At first, 5 jobs will run in parallel. After the first round, most of the time, fewer than 5 jobs will be processed at a time. Often, as little as one worker will process all of the jobs.

class DummJob < ApplicationJob
  limits_concurrency to: 5, key: name
  def perform(id)
    puts "Processing job #{id}"
    sleep(1)
  end
end

# In the Rails console
20.times do |i|
  DummJob.perform_later(i)
end

The cause

The problem is caused by a race condition and the behavior of the query used to retrieve the next blocked execution in a non-blocking way. The query below doesn't lock a single row with the specified concurrency_key, but rather locks a whole range of records with the same concurrency_key, even though only one row is returned. When two workers run this query at the same time, the second worker retrieves no records, assumes that there are no remaining blocked jobs, and moves on. This leaves the application in a state where the semaphore value is 4 (correct), but no workers are picking up the blocked jobs until they are unblocked one at a time every 10 minutes by the orchestrator. This can be dislodged by queueing more jobs since they get added to the ready_executions table, but if you have large spikes of jobs being queued (like we do), this mechanism isn't reliable.

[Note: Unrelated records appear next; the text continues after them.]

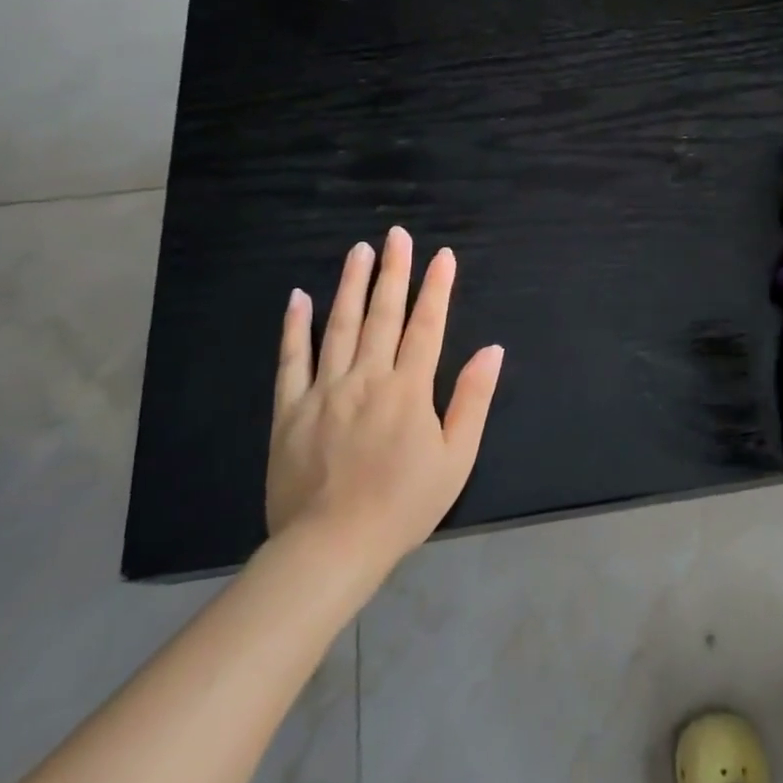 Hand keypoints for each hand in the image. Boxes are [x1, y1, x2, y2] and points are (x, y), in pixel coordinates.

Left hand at [268, 226, 504, 574]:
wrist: (331, 547)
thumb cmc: (404, 505)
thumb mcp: (456, 458)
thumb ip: (473, 400)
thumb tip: (492, 351)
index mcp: (409, 389)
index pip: (427, 326)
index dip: (437, 288)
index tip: (443, 256)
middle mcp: (366, 378)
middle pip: (383, 315)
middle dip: (393, 271)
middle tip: (396, 235)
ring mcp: (324, 391)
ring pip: (339, 326)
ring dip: (351, 285)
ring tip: (359, 250)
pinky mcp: (290, 410)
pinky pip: (291, 360)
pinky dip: (295, 327)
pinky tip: (299, 298)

-- This locks a range because of the index on the concurrency_key column
SELECT `solid_queue_blocked_executions`.*
FROM `solid_queue_blocked_executions`
WHERE `solid_queue_blocked_executions`.`concurrency_key` = 'DummyJob/DummyJob'
ORDER BY `solid_queue_blocked_executions`.`priority` ASC, `solid_queue_blocked_executions`.`job_id` ASC
LIMIT 1 FOR UPDATE SKIP LOCKED;

-- This locks a single row (query from docs)
SELECT job_id
FROM solid_queue_ready_executions
ORDER BY priority ASC, job_id ASC
LIMIT ?
FOR UPDATE SKIP LOCKED;

Solutions

Unfortunately, I don't really have a good solution to propose, only workarounds. If we order by id instead of priority and job_id, I believe the query locks a single row at a time and fixes the problem, but I expect it will tank performance. I do, however, have some workarounds I plan on implementing.

Workarounds

By using a random number as the concurrency_key, we can limit concurrency at the cost of an inconsistent number of workers processing a job, since some numbers will be selected more often than others.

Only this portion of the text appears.